▶ _Your task_: Transcribe the entries below word for word, beginning at the line with "Road topology of" and stopping after the line with "Extract the road"; drop all pictures.

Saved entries
============================================================

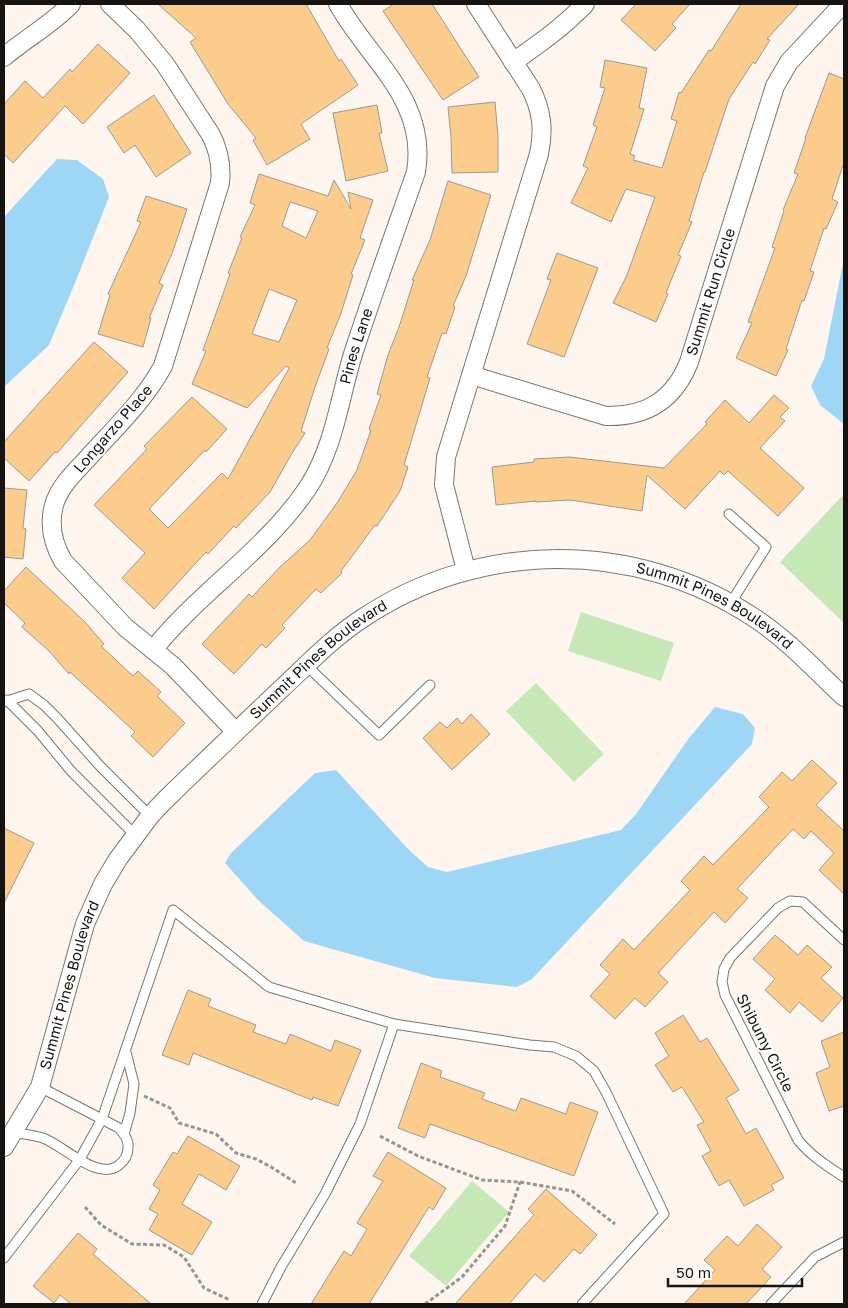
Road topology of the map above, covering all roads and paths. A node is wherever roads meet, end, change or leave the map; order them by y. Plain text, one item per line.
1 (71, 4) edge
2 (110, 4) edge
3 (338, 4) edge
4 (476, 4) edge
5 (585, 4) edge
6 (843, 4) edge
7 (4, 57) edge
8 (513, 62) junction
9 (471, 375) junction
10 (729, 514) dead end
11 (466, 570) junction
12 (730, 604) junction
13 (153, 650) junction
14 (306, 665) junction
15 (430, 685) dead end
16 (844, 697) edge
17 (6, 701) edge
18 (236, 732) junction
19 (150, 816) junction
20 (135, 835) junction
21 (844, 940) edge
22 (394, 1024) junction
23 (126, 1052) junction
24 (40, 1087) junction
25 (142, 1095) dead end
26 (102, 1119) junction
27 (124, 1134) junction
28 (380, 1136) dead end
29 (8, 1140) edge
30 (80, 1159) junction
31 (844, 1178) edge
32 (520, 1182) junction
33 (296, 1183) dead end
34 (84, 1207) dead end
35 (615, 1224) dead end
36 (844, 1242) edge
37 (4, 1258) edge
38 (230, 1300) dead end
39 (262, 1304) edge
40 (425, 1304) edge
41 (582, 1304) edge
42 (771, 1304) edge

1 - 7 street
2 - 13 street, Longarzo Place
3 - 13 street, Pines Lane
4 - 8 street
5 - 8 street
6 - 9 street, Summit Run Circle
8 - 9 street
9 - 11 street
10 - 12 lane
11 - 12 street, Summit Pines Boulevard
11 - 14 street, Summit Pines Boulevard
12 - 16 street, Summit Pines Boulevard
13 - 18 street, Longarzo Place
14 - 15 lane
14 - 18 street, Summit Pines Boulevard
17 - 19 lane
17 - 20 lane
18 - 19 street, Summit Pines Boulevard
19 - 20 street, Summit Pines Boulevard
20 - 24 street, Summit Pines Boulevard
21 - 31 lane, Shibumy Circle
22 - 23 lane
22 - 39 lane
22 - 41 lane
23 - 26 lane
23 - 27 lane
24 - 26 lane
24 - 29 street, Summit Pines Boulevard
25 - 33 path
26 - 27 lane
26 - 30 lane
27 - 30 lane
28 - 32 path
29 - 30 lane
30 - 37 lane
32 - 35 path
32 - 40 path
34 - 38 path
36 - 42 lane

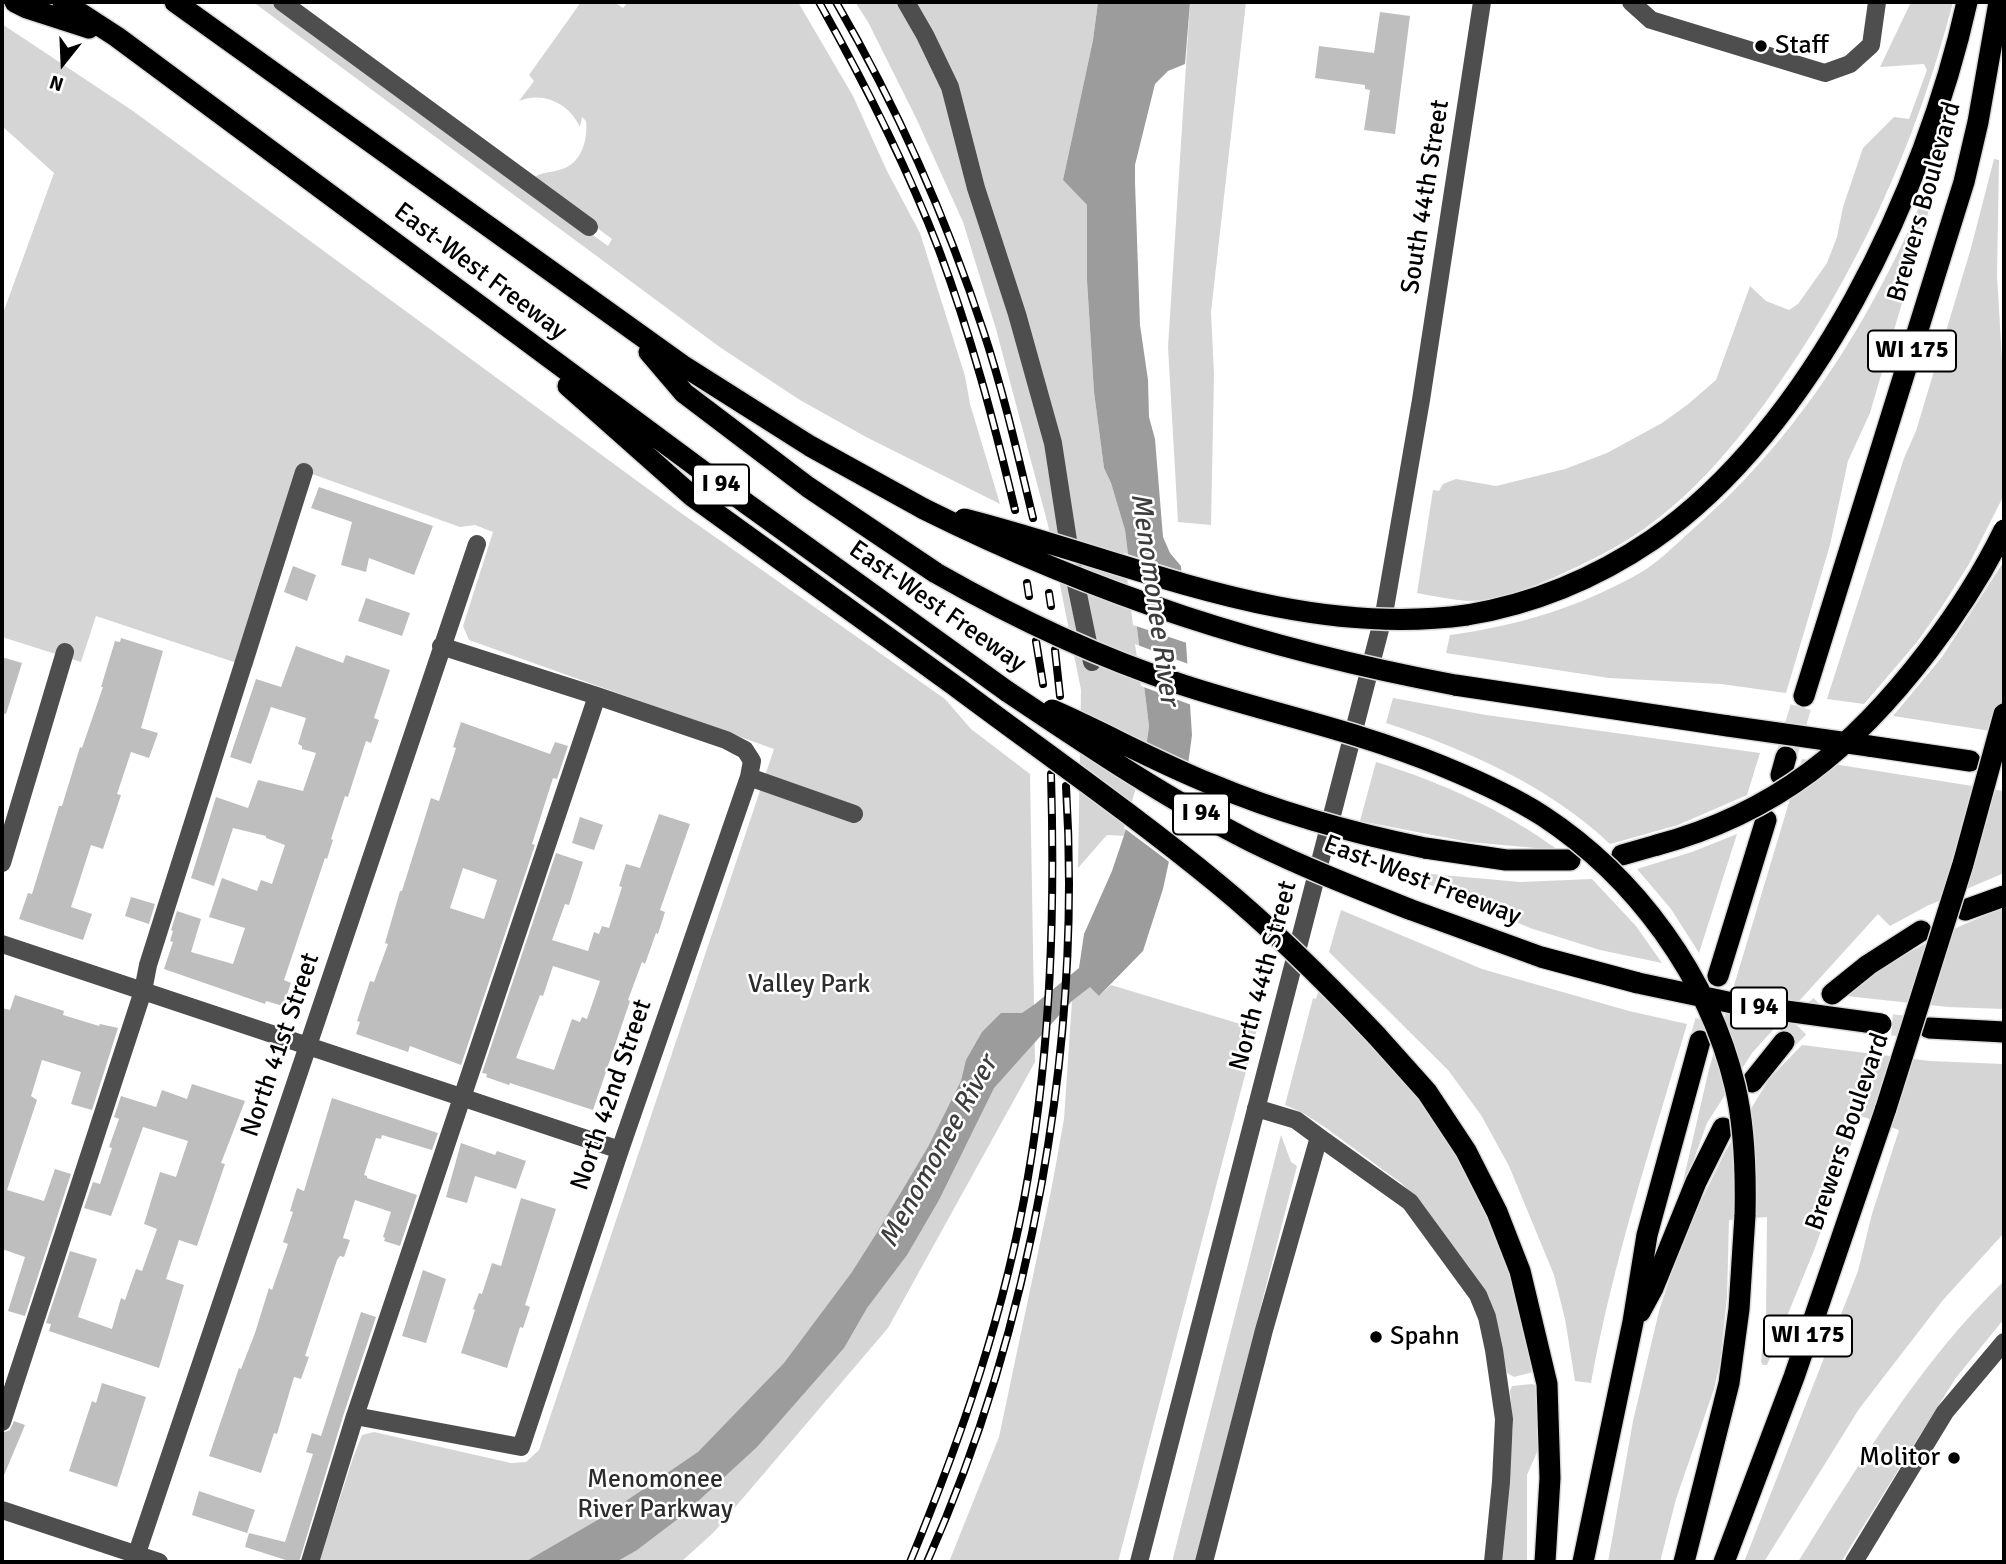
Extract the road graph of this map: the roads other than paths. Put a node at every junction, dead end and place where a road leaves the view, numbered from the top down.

============================================================

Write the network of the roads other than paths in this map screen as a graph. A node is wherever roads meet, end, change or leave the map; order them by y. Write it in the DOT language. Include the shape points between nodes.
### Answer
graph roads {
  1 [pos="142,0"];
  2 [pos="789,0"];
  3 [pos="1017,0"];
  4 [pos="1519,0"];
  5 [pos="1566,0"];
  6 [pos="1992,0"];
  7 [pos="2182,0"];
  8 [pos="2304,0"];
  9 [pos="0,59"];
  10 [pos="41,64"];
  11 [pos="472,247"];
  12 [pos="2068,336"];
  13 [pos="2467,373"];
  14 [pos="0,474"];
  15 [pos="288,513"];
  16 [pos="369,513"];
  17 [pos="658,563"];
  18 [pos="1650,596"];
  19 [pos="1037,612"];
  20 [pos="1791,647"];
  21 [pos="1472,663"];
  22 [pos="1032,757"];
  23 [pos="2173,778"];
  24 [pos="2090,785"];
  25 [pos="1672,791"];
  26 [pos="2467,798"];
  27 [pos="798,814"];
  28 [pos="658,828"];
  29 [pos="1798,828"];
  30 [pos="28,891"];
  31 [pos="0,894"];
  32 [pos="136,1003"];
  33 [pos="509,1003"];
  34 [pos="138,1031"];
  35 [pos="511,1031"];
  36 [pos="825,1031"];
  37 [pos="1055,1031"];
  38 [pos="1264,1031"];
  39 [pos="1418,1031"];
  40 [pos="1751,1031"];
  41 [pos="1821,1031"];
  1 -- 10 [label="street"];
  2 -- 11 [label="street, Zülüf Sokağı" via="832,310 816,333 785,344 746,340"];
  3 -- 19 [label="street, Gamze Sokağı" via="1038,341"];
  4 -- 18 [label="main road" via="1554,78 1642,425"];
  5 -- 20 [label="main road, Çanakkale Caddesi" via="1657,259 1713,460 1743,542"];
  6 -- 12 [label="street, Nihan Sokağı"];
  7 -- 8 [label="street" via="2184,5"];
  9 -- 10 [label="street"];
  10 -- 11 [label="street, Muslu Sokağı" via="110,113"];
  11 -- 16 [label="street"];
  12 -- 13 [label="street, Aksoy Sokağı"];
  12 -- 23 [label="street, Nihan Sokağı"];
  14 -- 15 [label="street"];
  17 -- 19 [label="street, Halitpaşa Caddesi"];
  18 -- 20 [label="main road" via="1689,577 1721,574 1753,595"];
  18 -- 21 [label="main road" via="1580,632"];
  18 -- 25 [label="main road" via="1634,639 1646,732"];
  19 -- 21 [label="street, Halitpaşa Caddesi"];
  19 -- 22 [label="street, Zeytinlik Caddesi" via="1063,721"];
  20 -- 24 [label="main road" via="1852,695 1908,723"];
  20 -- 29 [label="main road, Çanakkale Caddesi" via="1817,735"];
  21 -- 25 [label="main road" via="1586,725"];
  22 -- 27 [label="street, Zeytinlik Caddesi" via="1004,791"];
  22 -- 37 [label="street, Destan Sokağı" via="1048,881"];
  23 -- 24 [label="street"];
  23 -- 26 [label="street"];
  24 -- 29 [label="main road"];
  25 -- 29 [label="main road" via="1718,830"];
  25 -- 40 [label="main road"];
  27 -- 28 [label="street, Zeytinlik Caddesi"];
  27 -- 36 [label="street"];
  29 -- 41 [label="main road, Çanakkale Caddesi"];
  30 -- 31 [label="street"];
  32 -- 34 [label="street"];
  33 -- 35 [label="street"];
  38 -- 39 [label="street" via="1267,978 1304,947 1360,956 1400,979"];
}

============================================================

▶ _Solution_:
Road topology of the map above, covering all roads and paths. A node is wherever roads meet, end, change or leave the map; order them by y. Plain text, one item per line.
1 (71, 4) edge
2 (110, 4) edge
3 (338, 4) edge
4 (476, 4) edge
5 (585, 4) edge
6 (843, 4) edge
7 (4, 57) edge
8 (513, 62) junction
9 (471, 375) junction
10 (729, 514) dead end
11 (466, 570) junction
12 (730, 604) junction
13 (153, 650) junction
14 (306, 665) junction
15 (430, 685) dead end
16 (844, 697) edge
17 (6, 701) edge
18 (236, 732) junction
19 (150, 816) junction
20 (135, 835) junction
21 (844, 940) edge
22 (394, 1024) junction
23 (126, 1052) junction
24 (40, 1087) junction
25 (142, 1095) dead end
26 (102, 1119) junction
27 (124, 1134) junction
28 (380, 1136) dead end
29 (8, 1140) edge
30 (80, 1159) junction
31 (844, 1178) edge
32 (520, 1182) junction
33 (296, 1183) dead end
34 (84, 1207) dead end
35 (615, 1224) dead end
36 (844, 1242) edge
37 (4, 1258) edge
38 (230, 1300) dead end
39 (262, 1304) edge
40 (425, 1304) edge
41 (582, 1304) edge
42 (771, 1304) edge

1 - 7 street
2 - 13 street, Longarzo Place
3 - 13 street, Pines Lane
4 - 8 street
5 - 8 street
6 - 9 street, Summit Run Circle
8 - 9 street
9 - 11 street
10 - 12 lane
11 - 12 street, Summit Pines Boulevard
11 - 14 street, Summit Pines Boulevard
12 - 16 street, Summit Pines Boulevard
13 - 18 street, Longarzo Place
14 - 15 lane
14 - 18 street, Summit Pines Boulevard
17 - 19 lane
17 - 20 lane
18 - 19 street, Summit Pines Boulevard
19 - 20 street, Summit Pines Boulevard
20 - 24 street, Summit Pines Boulevard
21 - 31 lane, Shibumy Circle
22 - 23 lane
22 - 39 lane
22 - 41 lane
23 - 26 lane
23 - 27 lane
24 - 26 lane
24 - 29 street, Summit Pines Boulevard
25 - 33 path
26 - 27 lane
26 - 30 lane
27 - 30 lane
28 - 32 path
29 - 30 lane
30 - 37 lane
32 - 35 path
32 - 40 path
34 - 38 path
36 - 42 lane

Extract the road graph of this map: the roads other than paths. Put a node at every junction, dead end and place where a road leaves the view, numbered from the top down.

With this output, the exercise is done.